NEW YORK ( TheStreet) -- Callon Petroleum (NYSE: CPE) has been upgraded by TheStreet Ratings from sell to buy. The company's strengths can be seen in multiple areas, such as its robust revenue growth, largely solid financial position with reasonable debt levels by most measures, expanding profit margins, good cash flow from operations and compelling growth in net income. We feel these strengths outweigh the fact that the company has had lackluster performance in the stock itself. Highlights from the ratings report include:
- CPE's revenue growth has slightly outpaced the industry average of 23.1%. Since the same quarter one year prior, revenues rose by 30.1%. Growth in the company's revenue appears to have helped boost the earnings per share.
- The debt-to-equity ratio is somewhat low, currently at 0.63, and is less than that of the industry average, implying that there has been a relatively successful effort in the management of debt levels.

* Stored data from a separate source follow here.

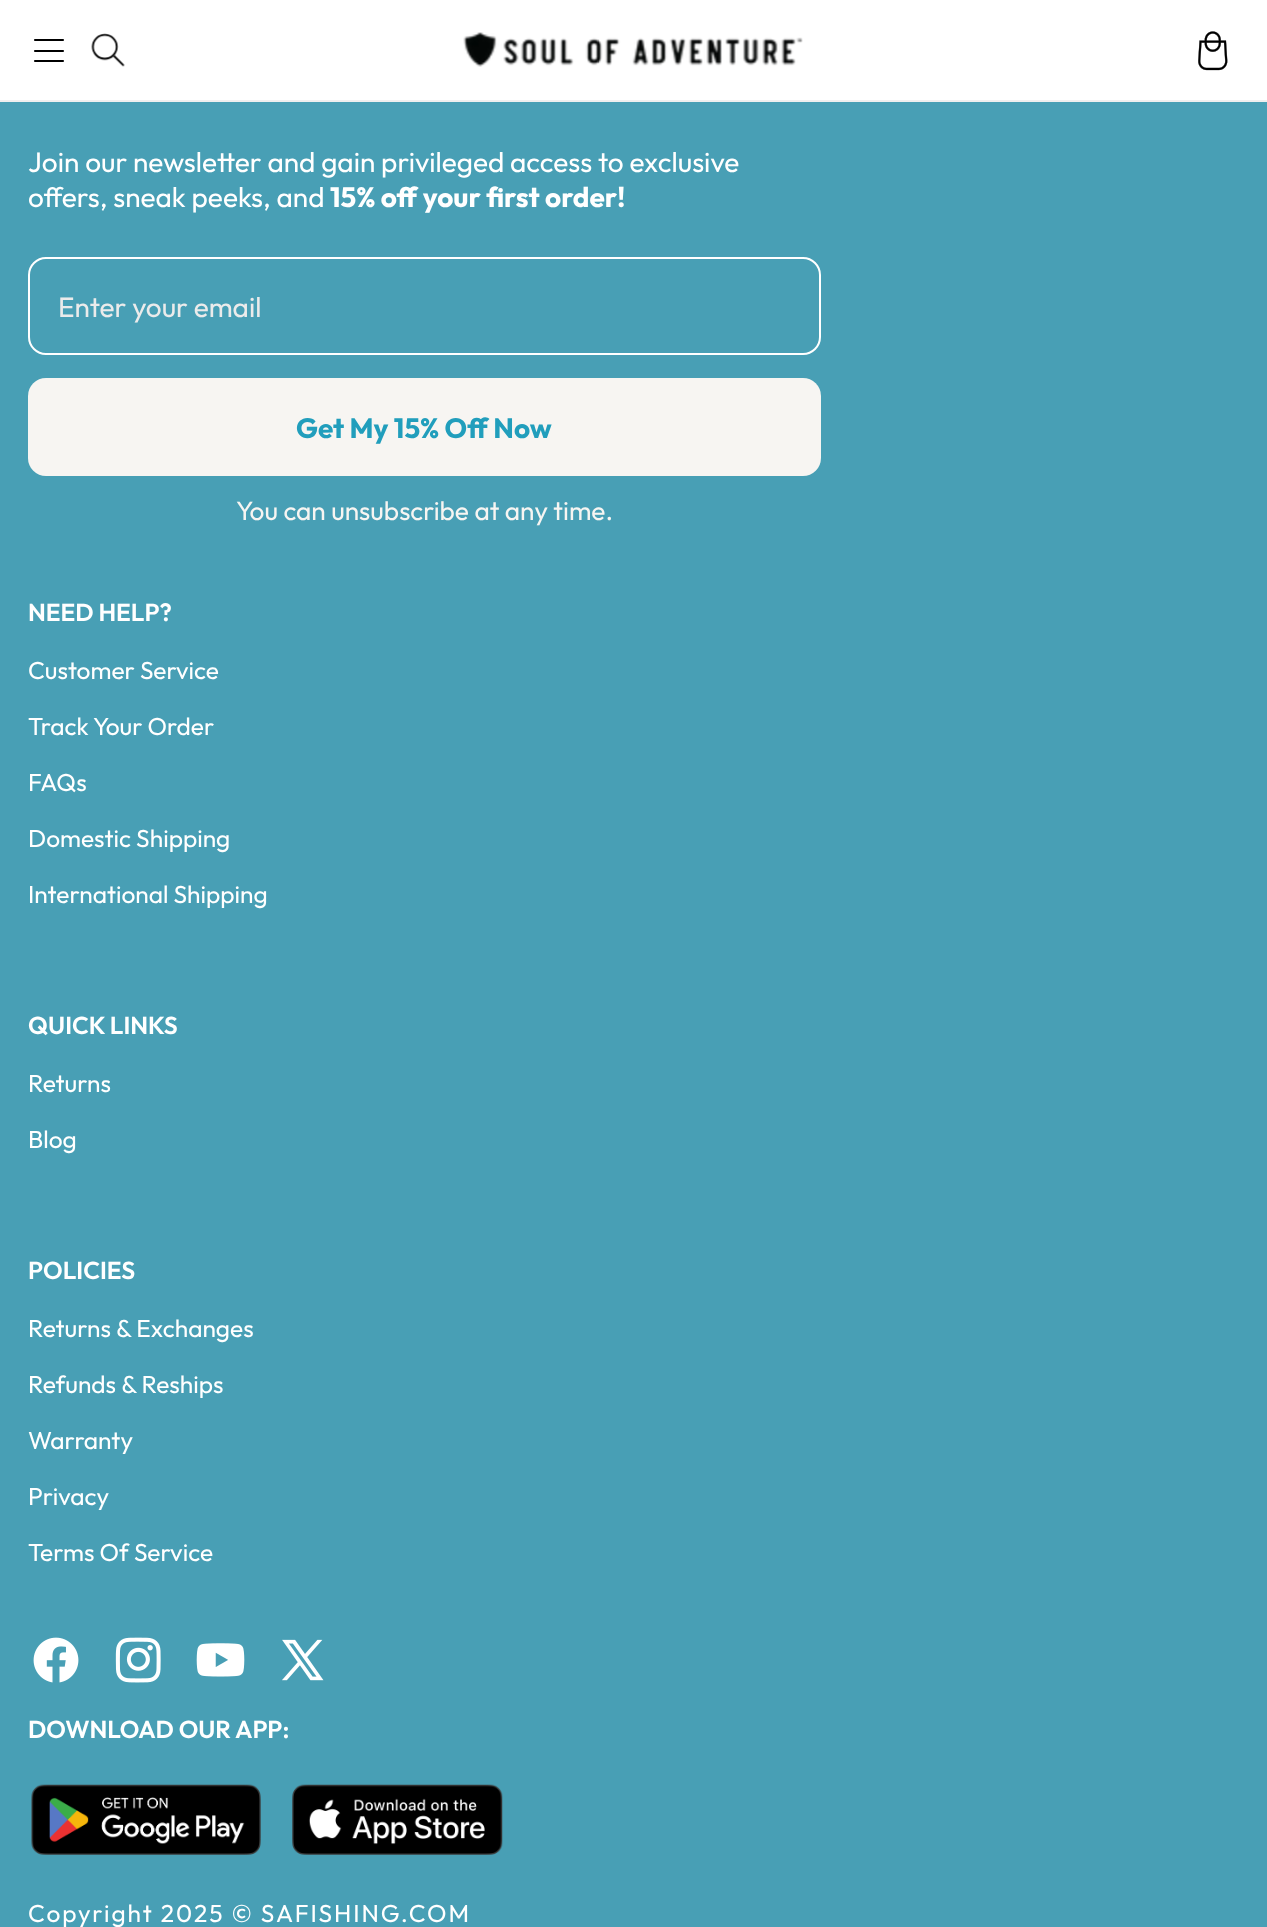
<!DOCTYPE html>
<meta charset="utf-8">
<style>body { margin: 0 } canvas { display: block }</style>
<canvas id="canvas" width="1267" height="1927"></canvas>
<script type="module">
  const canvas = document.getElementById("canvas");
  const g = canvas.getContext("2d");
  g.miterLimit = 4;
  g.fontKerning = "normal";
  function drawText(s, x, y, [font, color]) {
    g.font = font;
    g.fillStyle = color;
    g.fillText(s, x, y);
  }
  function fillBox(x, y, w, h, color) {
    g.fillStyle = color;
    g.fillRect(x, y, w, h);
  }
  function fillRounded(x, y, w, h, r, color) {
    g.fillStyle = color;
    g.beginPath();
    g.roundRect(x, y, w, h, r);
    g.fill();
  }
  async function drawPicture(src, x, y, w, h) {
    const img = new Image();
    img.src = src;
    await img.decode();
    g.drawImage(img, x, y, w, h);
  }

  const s1 = ["28px Outfit", "#FFFFFF"];
  const s2 = ["bold 28px Outfit", "#FFFFFF"];
  const s3 = ["28px Outfit", "#EBEBEB"];
  const s4 = ["bold 28px Outfit", "#219EBC"];
  const s5 = ["26.25px Outfit", "#F7F5F2"];
  const s6 = ["600 24.5px Outfit", "#FFFFFF"];
  const s7 = ["24.5px Outfit", "#FFFFFF"];

  fillBox(0, 0, 1267, 1927, "#489FB5");
  fillBox(0, 0, 1267, 100, "#FFFFFF");
  fillBox(0, 100, 1267, 2, "#EFEFEF");
  g.beginPath();
  g.moveTo(35, 61);
  g.lineTo(63, 61);
  g.moveTo(35, 51);
  g.lineTo(63, 51);
  g.closePath();
  g.moveTo(35, 40);
  g.lineTo(63, 40);
  g.closePath();
  g.strokeStyle = "#000000";
  g.lineWidth = 2.1;
  g.lineCap = "round";
  g.lineJoin = "round";
  g.stroke();
  await drawPicture("pic1.png", 91, 33, 34, 34);
  await drawPicture("pic2.png", 463, 32, 340, 35);
  await drawPicture("pic3.png", 1198, 31, 30, 40);
  drawText("Join our newsletter and gain privileged access to exclusive", 28, 172, s1);
  drawText("offers, sneak peeks, and", 28, 207, s1);
  drawText("15% off your first order!", 330, 207, s2);
  g.beginPath();
  g.roundRect(29, 258, 791, 96, 17);
  g.strokeStyle = "#FFFFFF";
  g.lineWidth = 2;
  g.lineJoin = "miter";
  g.stroke();
  drawText("Enter your email", 58, 317, s3);
  fillRounded(28, 378, 793, 98, 18, "#F7F5F2");
  drawText("Get My 15% Off Now", 296, 438, s4);
  drawText("You can unsubscribe at any time.", 236, 520, s5);
  drawText("NEED HELP?", 28, 621, s6);
  drawText("Customer Service", 28, 679, s7);
  drawText("Track Your Order", 28, 735, s7);
  drawText("FAQs", 28, 791, s7);
  drawText("Domestic Shipping", 28, 847, s7);
  drawText("International Shipping", 28, 903, s7);
  drawText("QUICK LINKS", 28, 1034, s6);
  drawText("Returns", 28, 1092, s7);
  drawText("Blog", 28, 1148, s7);
  drawText("POLICIES", 28, 1279, s6);
  drawText("Returns & Exchanges", 28, 1337, s7);
  drawText("Refunds & Reships", 28, 1393, s7);
  drawText("Warranty", 28, 1449, s7);
  drawText("Privacy", 28, 1505, s7);
  drawText("Terms Of Service", 28, 1561, s7);
  await drawPicture("pic4.png", 33, 1637, 46, 46);
  await drawPicture("pic5.png", 115, 1637, 46, 46);
  await drawPicture("pic6.png", 196, 1643, 49, 34);
  await drawPicture("pic7.png", 282, 1639, 42, 42);
  drawText("DOWNLOAD OUR APP:", 28, 1738, s6);
  await drawPicture("pic8.png", 31, 1784, 230, 71);
  await drawPicture("pic9.png", 292, 1784, 211, 71);
  g.letterSpacing = "1.95px";
  drawText("Copyright 2025 © SAFISHING.COM", 28, 1922, s7);
</script>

To add to this, CPE has a quick ratio of 2.16, which demonstrates the ability of the company to cover short-term liquidity needs.
- The gross profit margin for CALLON PETROLEUM CO/DE is currently very high, coming in at 87.40%. It has increased from the same quarter the previous year. Along with this, the net profit margin of 225.40% significantly outperformed against the industry average.

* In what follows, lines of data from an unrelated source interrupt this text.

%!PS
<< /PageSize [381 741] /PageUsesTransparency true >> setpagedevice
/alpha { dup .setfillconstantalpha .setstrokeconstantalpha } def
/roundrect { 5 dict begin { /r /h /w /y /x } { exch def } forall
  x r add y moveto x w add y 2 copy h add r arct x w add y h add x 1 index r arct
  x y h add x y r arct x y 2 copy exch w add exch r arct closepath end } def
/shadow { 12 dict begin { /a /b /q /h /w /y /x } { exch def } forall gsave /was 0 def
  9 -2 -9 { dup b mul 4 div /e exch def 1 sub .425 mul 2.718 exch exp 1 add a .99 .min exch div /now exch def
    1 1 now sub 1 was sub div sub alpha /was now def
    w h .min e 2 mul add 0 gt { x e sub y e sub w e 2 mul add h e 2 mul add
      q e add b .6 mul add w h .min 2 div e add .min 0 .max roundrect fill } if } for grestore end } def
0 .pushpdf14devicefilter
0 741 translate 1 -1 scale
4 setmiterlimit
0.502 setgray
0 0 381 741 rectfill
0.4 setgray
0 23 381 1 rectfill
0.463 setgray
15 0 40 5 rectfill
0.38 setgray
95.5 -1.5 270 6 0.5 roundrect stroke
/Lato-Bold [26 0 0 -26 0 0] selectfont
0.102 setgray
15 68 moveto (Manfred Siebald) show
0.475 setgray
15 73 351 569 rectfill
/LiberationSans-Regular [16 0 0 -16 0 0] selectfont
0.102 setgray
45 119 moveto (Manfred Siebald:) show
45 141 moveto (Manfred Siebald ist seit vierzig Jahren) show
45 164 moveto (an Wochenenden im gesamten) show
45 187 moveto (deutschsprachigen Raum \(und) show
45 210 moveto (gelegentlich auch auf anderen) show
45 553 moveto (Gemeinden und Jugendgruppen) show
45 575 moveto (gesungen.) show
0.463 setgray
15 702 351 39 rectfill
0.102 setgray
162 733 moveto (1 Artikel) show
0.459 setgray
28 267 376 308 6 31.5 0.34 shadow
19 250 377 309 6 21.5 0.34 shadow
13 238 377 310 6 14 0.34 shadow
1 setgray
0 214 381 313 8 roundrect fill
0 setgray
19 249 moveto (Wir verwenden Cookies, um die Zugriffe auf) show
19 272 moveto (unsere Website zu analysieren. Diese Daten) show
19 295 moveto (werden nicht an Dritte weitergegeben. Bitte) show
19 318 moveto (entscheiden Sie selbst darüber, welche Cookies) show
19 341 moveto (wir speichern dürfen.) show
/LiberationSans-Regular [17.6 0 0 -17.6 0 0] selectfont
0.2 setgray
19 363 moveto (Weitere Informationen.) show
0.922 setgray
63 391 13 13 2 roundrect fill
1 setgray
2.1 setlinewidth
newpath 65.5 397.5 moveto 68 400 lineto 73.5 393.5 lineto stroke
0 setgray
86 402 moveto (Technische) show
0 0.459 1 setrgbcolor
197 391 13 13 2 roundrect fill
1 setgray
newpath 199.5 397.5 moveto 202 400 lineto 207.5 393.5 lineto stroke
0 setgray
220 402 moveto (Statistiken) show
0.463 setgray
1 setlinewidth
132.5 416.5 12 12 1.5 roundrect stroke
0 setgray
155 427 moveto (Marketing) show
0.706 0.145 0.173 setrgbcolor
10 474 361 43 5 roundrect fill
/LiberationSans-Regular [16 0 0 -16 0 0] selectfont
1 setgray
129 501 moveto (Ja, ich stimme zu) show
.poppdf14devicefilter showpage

- Net operating cash flow has increased to $21.40 million or 18.78% when compared to the same quarter last year. The firm also exceeded the industry average cash flow growth rate of 3.75%.
- The net income growth from the same quarter one year ago has significantly exceeded that of the S&P 500 and the Oil, Gas & Consumable Fuels industry. The net income increased by 9709.0% when compared to the same quarter one year prior, rising from $0.73 million to $71.70 million.